Requirement >> Report how many lines in the records below hold "Марьянский", with no other output.

Data excerpts >>
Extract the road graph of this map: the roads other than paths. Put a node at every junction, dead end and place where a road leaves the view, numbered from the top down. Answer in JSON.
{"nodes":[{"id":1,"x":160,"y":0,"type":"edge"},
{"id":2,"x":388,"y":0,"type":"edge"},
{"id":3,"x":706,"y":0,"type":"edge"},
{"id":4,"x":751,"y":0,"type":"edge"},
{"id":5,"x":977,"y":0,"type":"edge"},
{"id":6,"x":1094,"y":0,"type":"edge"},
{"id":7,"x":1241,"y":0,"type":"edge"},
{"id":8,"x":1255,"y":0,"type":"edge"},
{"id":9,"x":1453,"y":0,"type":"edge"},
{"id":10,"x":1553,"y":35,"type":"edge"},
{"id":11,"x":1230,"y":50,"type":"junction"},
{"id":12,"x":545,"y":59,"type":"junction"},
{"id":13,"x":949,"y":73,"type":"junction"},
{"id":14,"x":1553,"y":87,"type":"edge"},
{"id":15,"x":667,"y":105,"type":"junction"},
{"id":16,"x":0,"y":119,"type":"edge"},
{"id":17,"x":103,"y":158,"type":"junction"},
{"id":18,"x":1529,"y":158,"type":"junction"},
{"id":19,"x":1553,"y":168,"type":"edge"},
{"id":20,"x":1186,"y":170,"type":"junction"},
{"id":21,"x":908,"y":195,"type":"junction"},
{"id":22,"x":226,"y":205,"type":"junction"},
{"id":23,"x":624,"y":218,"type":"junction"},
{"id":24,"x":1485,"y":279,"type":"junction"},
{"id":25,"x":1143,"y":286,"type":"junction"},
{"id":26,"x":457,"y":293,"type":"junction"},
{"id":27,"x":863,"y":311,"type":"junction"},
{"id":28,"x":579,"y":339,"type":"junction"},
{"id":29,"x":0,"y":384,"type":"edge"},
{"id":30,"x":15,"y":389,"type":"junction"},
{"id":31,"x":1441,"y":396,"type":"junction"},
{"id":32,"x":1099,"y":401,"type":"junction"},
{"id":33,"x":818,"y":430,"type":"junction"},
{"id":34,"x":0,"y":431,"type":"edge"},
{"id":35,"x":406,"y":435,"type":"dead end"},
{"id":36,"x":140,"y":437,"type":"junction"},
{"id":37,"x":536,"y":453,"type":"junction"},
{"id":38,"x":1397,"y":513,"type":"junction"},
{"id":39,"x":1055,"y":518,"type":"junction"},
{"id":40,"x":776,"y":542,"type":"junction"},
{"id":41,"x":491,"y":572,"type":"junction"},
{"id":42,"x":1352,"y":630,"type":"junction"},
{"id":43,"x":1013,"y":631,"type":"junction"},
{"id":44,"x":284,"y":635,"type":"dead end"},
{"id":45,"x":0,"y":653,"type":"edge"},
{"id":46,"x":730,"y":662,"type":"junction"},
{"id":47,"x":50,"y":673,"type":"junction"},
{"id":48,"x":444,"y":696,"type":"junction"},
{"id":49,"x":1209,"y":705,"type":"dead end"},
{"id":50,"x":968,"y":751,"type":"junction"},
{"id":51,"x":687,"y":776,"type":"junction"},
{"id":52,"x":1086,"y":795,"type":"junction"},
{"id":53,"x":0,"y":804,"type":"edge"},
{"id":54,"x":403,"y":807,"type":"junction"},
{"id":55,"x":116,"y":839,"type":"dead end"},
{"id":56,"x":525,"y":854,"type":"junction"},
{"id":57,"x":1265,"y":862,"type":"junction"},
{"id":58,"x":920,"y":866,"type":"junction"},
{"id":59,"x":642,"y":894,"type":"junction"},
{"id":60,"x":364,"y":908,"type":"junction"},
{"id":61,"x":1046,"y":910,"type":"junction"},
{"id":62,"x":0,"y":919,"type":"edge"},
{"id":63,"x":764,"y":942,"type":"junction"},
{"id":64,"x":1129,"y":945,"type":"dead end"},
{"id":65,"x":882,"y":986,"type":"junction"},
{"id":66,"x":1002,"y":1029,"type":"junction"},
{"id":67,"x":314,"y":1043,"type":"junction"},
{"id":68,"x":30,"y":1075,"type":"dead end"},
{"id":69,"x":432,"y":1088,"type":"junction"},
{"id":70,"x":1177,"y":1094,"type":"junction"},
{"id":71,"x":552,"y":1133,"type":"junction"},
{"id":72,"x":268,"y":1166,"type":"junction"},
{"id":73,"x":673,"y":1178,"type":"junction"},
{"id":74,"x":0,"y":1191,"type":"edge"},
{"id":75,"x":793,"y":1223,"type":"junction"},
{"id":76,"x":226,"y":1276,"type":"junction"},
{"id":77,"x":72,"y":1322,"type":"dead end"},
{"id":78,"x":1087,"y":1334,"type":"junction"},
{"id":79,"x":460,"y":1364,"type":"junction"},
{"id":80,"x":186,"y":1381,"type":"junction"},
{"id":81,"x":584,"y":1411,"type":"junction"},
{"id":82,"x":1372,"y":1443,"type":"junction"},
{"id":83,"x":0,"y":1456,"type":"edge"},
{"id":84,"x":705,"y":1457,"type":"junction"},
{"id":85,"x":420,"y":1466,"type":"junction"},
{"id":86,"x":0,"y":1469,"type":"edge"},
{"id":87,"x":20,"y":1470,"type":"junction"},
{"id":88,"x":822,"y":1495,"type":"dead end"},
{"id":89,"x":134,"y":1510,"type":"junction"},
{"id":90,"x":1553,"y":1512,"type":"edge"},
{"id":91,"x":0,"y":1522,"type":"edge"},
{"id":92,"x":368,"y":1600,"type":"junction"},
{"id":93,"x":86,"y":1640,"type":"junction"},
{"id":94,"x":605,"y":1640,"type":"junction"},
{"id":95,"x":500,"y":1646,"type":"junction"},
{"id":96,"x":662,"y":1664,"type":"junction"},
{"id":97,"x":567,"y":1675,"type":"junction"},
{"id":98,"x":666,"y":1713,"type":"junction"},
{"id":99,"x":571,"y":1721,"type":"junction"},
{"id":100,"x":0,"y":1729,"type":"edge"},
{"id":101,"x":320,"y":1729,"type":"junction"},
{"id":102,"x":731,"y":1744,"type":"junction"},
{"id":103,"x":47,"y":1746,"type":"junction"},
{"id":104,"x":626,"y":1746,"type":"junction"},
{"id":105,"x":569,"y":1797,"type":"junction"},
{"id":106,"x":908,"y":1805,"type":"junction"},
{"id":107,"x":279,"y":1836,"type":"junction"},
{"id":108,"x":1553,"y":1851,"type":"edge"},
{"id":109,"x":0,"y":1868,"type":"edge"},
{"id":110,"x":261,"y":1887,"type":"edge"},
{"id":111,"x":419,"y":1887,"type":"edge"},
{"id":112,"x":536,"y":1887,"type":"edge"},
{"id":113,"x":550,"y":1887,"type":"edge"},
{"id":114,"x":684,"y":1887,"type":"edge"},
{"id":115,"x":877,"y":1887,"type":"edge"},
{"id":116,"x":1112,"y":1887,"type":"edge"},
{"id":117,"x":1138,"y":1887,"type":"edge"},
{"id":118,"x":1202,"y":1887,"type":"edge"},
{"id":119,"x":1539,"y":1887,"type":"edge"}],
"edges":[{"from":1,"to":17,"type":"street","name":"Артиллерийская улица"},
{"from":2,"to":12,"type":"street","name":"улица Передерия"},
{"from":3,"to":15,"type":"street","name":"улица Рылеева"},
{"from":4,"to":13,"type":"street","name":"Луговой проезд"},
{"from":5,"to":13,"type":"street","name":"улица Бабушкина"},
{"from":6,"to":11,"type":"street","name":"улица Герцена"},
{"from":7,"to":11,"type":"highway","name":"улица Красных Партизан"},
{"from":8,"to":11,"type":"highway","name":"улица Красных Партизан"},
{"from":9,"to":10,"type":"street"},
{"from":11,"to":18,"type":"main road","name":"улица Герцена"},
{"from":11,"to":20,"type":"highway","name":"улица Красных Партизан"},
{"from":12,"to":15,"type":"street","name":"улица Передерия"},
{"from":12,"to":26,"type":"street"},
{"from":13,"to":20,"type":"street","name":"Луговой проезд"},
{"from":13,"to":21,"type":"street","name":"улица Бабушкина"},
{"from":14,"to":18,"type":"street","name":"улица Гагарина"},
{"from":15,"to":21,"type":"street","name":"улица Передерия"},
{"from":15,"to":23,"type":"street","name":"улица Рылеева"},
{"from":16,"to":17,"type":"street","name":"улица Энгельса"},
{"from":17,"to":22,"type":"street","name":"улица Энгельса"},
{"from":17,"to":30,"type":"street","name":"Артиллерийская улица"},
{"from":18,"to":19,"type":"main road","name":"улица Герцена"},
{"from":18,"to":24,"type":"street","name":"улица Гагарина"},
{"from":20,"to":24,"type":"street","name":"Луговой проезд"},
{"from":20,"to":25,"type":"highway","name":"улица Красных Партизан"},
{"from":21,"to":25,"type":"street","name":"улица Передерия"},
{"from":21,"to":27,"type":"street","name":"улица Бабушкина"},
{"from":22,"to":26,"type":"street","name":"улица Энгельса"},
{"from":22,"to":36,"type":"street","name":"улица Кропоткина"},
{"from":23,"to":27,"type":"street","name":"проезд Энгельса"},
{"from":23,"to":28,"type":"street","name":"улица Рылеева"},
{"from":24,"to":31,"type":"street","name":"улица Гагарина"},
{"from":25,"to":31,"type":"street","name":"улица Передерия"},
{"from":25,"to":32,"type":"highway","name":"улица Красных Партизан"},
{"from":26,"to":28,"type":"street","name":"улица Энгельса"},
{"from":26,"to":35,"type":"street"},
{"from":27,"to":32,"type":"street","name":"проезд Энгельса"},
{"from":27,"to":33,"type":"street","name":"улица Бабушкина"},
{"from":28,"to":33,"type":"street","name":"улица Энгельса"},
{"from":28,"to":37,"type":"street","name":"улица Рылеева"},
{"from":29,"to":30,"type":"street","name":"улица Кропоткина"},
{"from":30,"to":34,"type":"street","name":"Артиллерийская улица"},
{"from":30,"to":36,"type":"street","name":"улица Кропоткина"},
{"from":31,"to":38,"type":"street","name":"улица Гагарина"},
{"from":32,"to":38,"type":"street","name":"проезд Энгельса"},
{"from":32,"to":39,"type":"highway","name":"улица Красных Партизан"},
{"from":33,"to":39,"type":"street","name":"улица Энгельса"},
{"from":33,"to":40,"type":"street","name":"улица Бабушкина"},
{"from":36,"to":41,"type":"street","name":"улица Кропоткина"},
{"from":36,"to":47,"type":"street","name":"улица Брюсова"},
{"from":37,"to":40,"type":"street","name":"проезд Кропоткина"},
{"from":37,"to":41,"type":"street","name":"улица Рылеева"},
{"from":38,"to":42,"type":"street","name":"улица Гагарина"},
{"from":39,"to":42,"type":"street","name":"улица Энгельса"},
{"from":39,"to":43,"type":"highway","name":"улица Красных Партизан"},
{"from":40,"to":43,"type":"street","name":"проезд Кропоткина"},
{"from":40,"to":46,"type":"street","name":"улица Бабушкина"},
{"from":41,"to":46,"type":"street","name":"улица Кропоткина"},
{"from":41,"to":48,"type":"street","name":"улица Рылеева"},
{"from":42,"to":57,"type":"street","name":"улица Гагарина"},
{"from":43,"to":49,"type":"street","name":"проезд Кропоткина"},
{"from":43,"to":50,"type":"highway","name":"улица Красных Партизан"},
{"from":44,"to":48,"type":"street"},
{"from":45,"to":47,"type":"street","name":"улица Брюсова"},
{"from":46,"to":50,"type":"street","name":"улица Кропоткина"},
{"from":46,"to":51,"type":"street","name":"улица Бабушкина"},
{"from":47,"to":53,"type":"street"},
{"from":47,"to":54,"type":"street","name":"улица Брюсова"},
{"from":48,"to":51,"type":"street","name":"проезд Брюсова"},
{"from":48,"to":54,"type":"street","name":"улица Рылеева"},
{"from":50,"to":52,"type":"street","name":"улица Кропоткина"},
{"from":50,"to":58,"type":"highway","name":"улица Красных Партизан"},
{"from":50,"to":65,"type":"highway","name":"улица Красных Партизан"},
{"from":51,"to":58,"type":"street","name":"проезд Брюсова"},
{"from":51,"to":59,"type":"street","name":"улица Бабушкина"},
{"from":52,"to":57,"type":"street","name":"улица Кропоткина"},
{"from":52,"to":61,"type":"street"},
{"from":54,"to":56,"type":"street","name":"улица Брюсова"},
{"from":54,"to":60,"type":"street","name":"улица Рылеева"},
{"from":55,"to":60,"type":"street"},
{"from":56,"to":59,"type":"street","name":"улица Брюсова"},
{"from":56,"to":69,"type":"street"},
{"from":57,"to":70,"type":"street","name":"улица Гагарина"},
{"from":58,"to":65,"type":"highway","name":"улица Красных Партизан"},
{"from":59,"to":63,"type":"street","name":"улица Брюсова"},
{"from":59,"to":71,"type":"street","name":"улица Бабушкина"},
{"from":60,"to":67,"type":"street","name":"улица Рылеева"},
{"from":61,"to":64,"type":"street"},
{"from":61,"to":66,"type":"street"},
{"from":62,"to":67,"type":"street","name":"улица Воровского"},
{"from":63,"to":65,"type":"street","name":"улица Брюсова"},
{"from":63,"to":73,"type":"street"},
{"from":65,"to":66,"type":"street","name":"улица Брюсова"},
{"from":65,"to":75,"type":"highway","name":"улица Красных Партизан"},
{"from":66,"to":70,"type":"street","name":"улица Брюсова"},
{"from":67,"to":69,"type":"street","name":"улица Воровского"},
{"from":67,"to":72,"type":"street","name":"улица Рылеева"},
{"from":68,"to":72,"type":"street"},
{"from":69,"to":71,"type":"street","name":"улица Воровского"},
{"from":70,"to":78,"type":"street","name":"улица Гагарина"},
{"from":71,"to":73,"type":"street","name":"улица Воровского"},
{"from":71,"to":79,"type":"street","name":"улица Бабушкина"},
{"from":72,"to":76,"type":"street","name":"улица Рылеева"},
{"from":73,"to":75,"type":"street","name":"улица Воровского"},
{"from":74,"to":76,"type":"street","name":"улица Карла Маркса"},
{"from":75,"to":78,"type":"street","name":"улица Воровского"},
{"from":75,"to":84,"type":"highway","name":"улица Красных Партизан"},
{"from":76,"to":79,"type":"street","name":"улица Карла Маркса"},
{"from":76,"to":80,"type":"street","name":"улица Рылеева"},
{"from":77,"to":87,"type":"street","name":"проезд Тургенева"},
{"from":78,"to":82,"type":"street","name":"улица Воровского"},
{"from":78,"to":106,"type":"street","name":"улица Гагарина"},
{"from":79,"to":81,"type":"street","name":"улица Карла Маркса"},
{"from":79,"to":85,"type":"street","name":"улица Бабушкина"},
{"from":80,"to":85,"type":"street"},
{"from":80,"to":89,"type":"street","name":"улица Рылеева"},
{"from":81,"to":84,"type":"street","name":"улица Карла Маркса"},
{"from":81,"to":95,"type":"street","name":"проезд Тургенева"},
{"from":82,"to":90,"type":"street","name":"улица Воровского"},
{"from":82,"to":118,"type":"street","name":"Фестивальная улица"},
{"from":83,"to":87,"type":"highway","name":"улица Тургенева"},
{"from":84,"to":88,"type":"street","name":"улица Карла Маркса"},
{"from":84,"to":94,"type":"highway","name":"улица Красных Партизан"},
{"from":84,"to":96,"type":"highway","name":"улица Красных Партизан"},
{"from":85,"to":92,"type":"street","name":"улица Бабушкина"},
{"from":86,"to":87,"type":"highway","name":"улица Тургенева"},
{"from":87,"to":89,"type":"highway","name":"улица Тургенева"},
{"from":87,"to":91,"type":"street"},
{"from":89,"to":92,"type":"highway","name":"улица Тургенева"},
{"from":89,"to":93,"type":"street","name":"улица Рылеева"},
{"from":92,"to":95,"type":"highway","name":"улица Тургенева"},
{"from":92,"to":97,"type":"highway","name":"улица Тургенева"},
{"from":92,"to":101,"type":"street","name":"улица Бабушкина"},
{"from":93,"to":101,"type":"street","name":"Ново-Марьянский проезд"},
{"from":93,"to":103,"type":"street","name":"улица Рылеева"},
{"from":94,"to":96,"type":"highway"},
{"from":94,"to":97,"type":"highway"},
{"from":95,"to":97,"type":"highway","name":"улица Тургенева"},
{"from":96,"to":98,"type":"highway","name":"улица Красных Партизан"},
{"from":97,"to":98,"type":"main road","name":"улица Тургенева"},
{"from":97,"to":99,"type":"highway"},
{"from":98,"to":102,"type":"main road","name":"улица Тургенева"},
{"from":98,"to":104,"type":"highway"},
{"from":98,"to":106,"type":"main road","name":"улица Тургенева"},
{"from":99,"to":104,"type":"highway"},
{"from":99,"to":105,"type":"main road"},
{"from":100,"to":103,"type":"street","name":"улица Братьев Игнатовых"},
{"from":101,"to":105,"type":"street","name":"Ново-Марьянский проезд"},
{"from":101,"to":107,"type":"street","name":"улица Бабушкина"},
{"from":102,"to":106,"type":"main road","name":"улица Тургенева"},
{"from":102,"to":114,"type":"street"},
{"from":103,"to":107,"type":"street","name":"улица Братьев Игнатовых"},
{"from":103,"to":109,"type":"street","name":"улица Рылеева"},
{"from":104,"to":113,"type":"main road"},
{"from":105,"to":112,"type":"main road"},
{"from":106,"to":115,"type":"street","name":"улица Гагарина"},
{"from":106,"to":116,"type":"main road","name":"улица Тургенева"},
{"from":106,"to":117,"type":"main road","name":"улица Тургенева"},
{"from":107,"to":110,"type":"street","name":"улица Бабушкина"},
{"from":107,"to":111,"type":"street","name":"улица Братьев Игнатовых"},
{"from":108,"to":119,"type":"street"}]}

Task answer >> 2